In 1989, the US Advisory Council on the Elimination of Tuberculosis declared a goal to eliminate tuberculosis (TB) in the United States by 2010 (1). TB elimination is defined as <1 case/1 million population; in 2018, the United States reported 28 TB cases/1 million population (1). Although US TB incidence has been declining for the past 20 years, with an all-time low of ≈9,000 reported cases in 2018, TB elimination is still far from reality (2).
US TB epidemiology can be summarized as a dwindling overall incidence with an increasing proportion of cases diagnosed among non–US-born persons. In 2018, 70.2% of TB cases were diagnosed among non–US-born persons (2). Molecular studies suggest most TB cases occurring among non–US-born persons are caused by reactivation of latent TB infection (LTBI), likely acquired before the person’s US arrival because of higher risk for TB exposure overseas (3,4). LTBI treatment has been demonstrated to substantially reduce the risk for progression to TB disease (5). Modeling studies suggest progression toward TB elimination requires strengthening efforts for diagnosing and treating LTBI among non–US-born persons (6,7). However, postarrival stateside strategies to address LTBI have had suboptimal results (8). A recent analysis of data on newly arriving immigrants and refugees at risk for TB found that 35.5% did not complete a US postarrival evaluation for TB and LTBI. Among those who did and were recommended for LTBI treatment, 69.0% initiated treatment and 40.0% completed treatment (8).

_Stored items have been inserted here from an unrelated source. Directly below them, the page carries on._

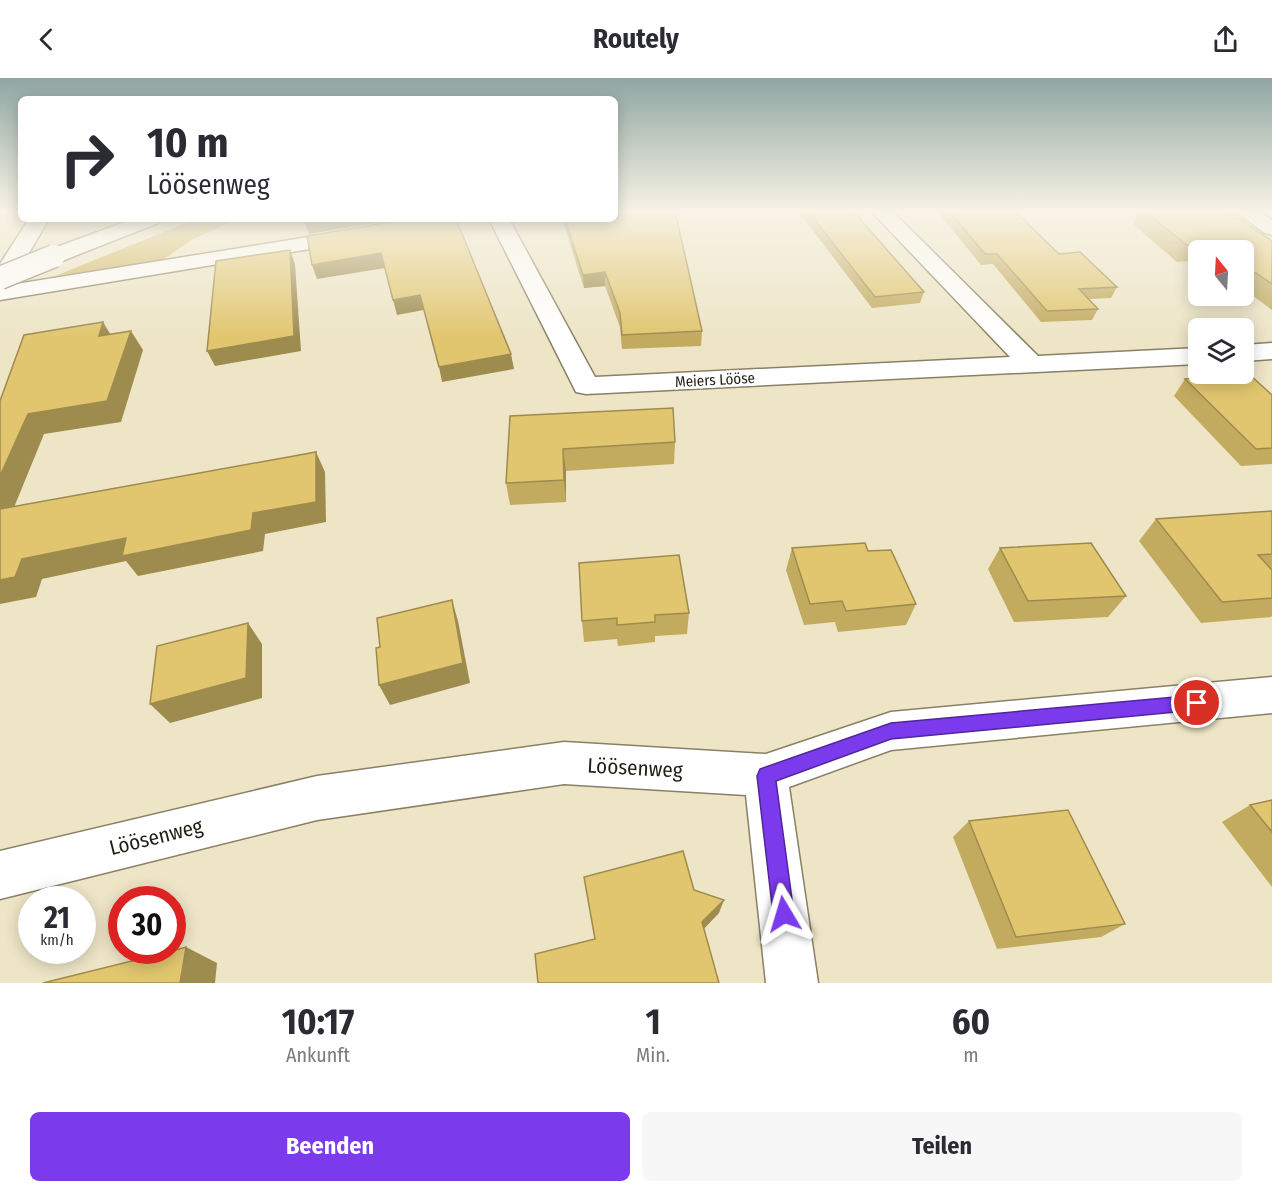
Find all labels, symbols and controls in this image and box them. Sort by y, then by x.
icon: back [30,23,63,56]
text: Routely [593,23,679,55]
icon: share [1209,23,1242,56]
text: 10 m [147,118,228,168]
icon: right [48,120,126,198]
text: Löösenweg [147,169,270,201]
north arrow [1188,240,1254,306]
map controls [1188,240,1254,384]
button: layers [1188,318,1254,384]
street label: Meiers Lööse [675,369,755,391]
pin [1171,677,1222,728]
icon: arrive [1180,686,1213,719]
street label: Löösenweg [587,753,683,783]
street label: Löösenweg [107,813,206,861]
position arrow [752,882,816,946]
speed limit sign: 30 [108,886,186,964]
text: 21 [44,900,70,936]
text: km/h [40,931,74,949]
text: 10:17 [282,1000,354,1044]
text: 1 [645,1000,661,1044]
text: 60 [952,1000,990,1044]
text: Ankunft [286,1043,350,1067]
text: Min. [636,1043,670,1067]
text: m [963,1043,979,1067]
button: Beenden [30,1112,630,1181]
button: Teilen [642,1112,1242,1181]

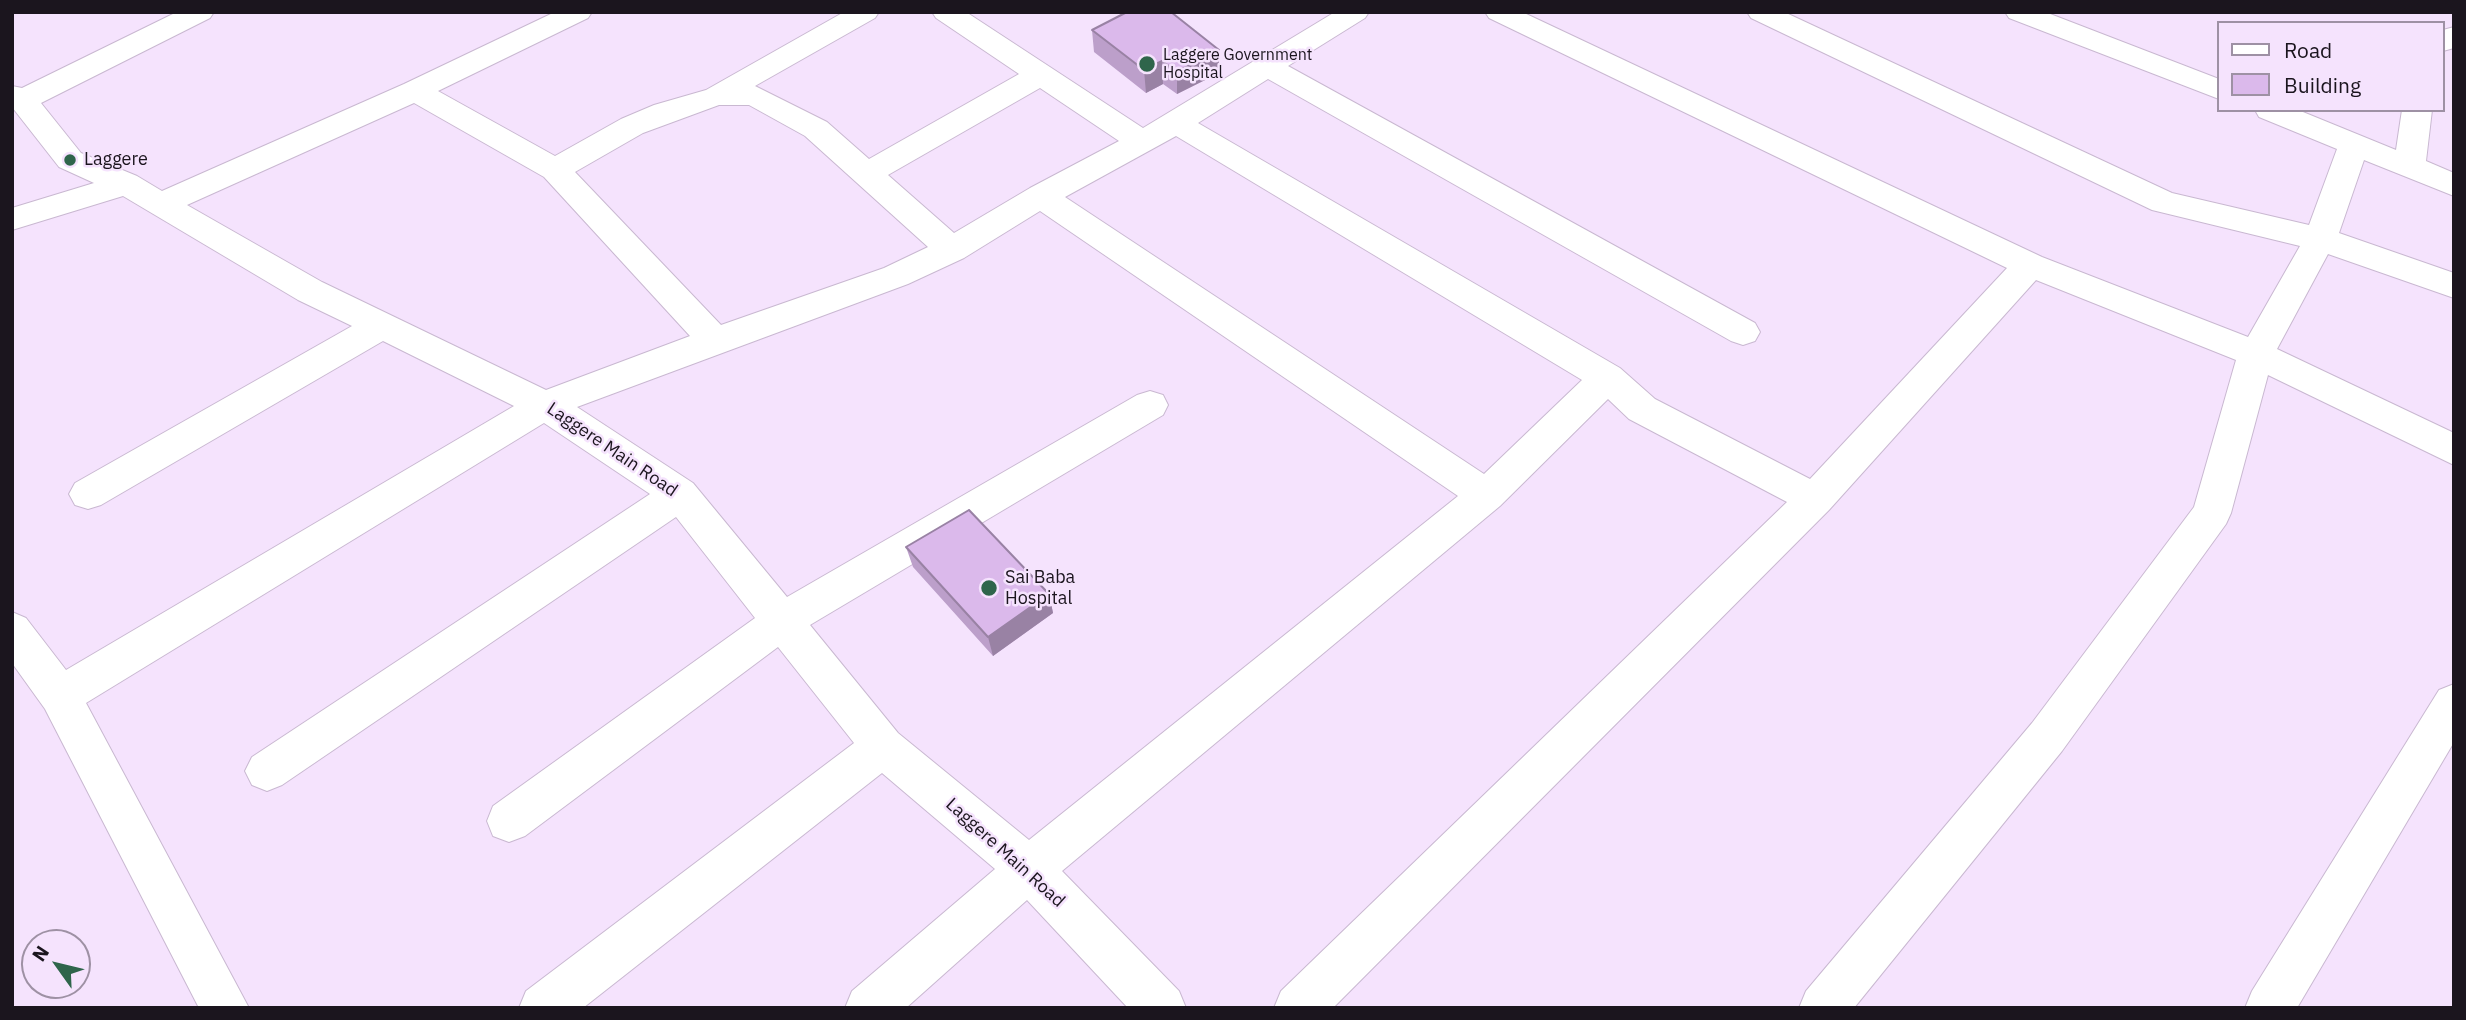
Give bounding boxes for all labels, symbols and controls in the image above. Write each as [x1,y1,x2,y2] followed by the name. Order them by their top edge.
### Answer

Immigrant visa applicants abroad are required to undergo a medical examination before US arrival, conducted by panel physicians who are under agreement with the US Department of State. The purpose of the overseas medical examination is to screen for communicable diseases of public health importance as required by the US Immigration and Nationality Act (8 US Code 1182 and 1222) and the Public Health Service Act (US Code 252). Because TB is transmissible, screening and treatment for TB disease are essential components of the examination and are performed in accordance with the Centers for Disease Control and Prevention (CDC) Technical Instructions for Tuberculosis Screening and Treatment Using Cultures and Directly Observed Therapy 2019 (9). Improvements in TB screening and treatment in the overseas medical examination have been associated with a temporal decline in TB cases among non–US-born persons in the United States since 2007 (10).

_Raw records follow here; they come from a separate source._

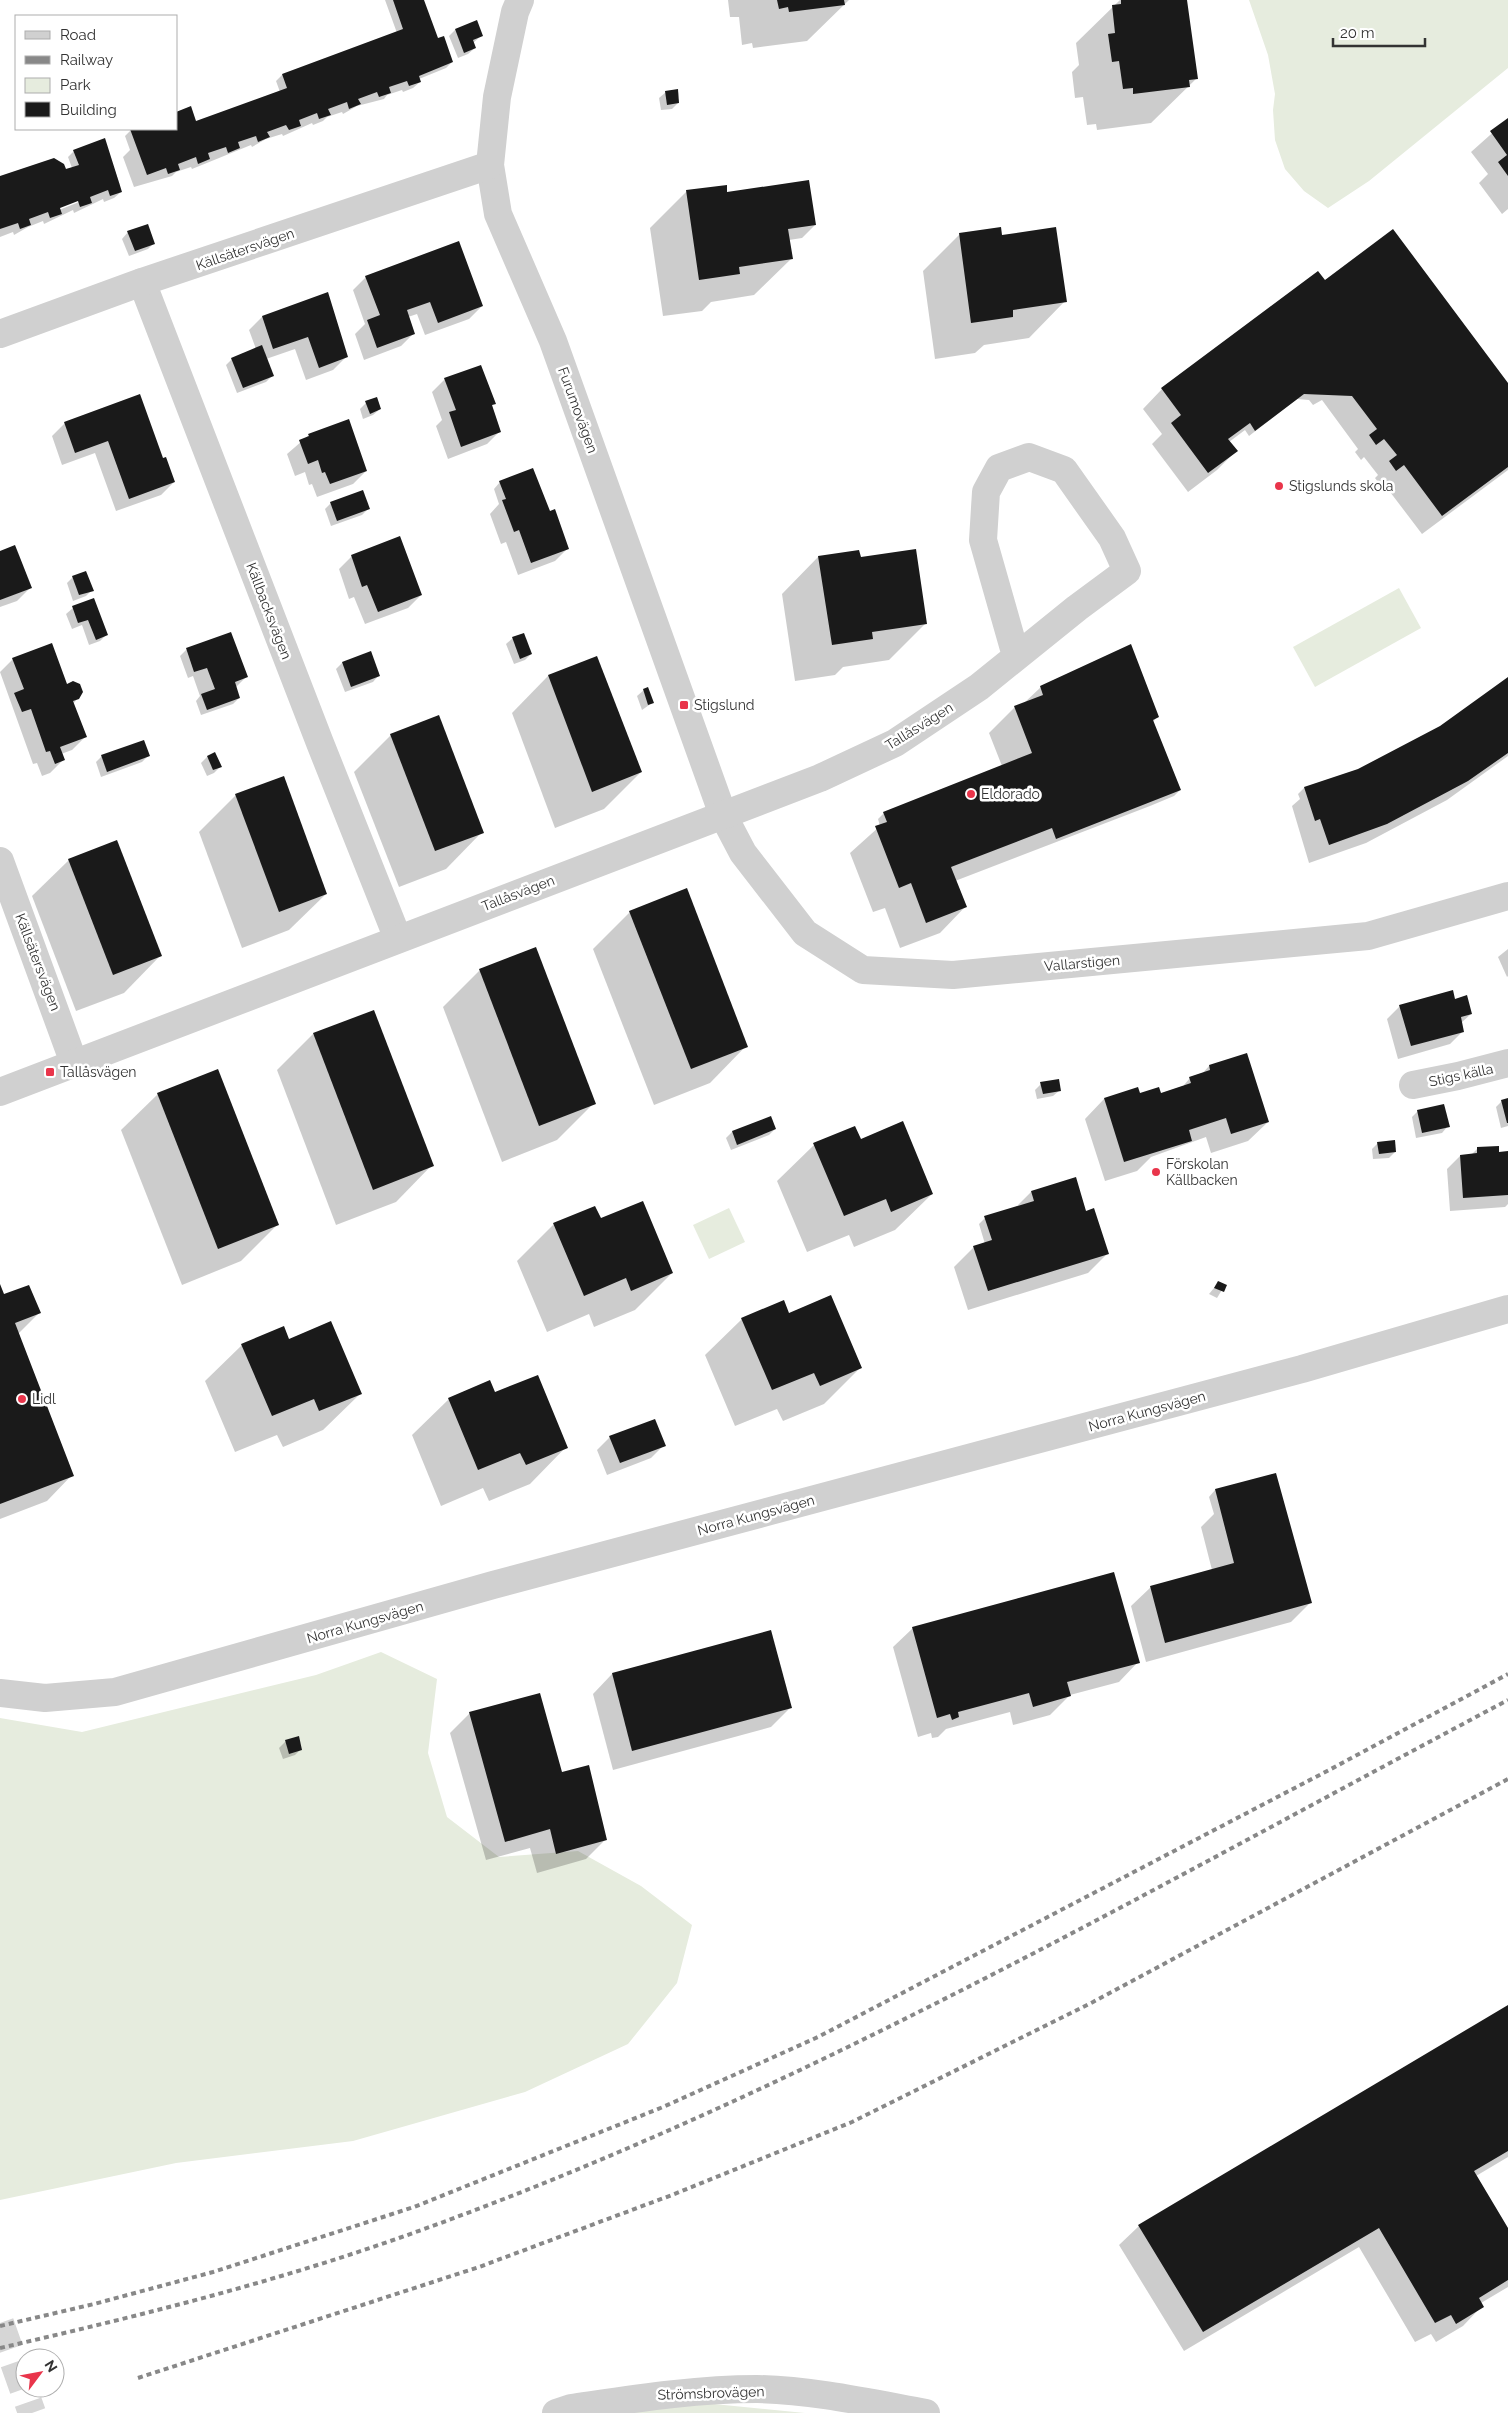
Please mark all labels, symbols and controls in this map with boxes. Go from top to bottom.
legend [15,15,178,130]
scale bar [1333,15,1426,47]
text: 20 m [1340,24,1375,42]
text: Road [60,26,96,44]
text: Railway [60,51,113,69]
text: Park [60,76,91,94]
text: Building [60,101,117,119]
street label: Källsätersvägen [194,225,296,273]
street label: Furumovägen [555,365,601,455]
place label: Stigslunds skola [1289,478,1393,494]
marker: Stigslunds skola [1273,480,1285,492]
street label: Källbacksvägen [243,560,295,662]
place label: Stigslund [694,697,755,713]
marker: Stigslund [678,699,690,711]
street label: Tallåsvägen [882,699,956,753]
place label: Eldorado [981,786,1040,802]
marker: Eldorado [965,788,977,800]
street label: Tallåsvägen [479,872,557,914]
street label: Källsätersvägen [12,911,64,1013]
street label: Vallarstigen [1043,952,1121,974]
street label: Stigs källa [1427,1060,1495,1090]
place label: Tallåsvägen [60,1064,137,1080]
marker: Tallåsvägen [44,1066,56,1078]
place label: Förskolan Källbacken [1166,1156,1238,1188]
marker: Förskolan Källbacken [1150,1166,1162,1178]
street label: Norra Kungsvägen [1087,1388,1207,1434]
place label: Lidl [32,1391,56,1407]
marker: Lidl [16,1393,28,1405]
street label: Norra Kungsvägen [696,1492,816,1538]
street label: Norra Kungsvägen [305,1598,425,1646]
north arrow [15,2348,65,2398]
text: N [41,2357,61,2375]
street label: Strömsbrovägen [657,2383,765,2403]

One potential strategy to improve the uptake and completion of LTBI treatment among non–US-born persons is to expand the overseas medical examination to include the use of IGRAs to identify persons with TB infection, and to offer a voluntary 3-month regimen of isoniazid and rifapentine given once weekly (3HP) treatment to applicants who had LTBI diagnosed before immigration (11). To date, empirical evidence on the feasibility, acceptability, and effectiveness of predeparture testing and treatment approach is scarce. Therefore, we conducted a prospective study to assess voluntary uptake of LTBI testing and 3HP treatment initiation and completion among US-bound immigrant visa applicants in Vietnam while following them through the LTBI cascade of care.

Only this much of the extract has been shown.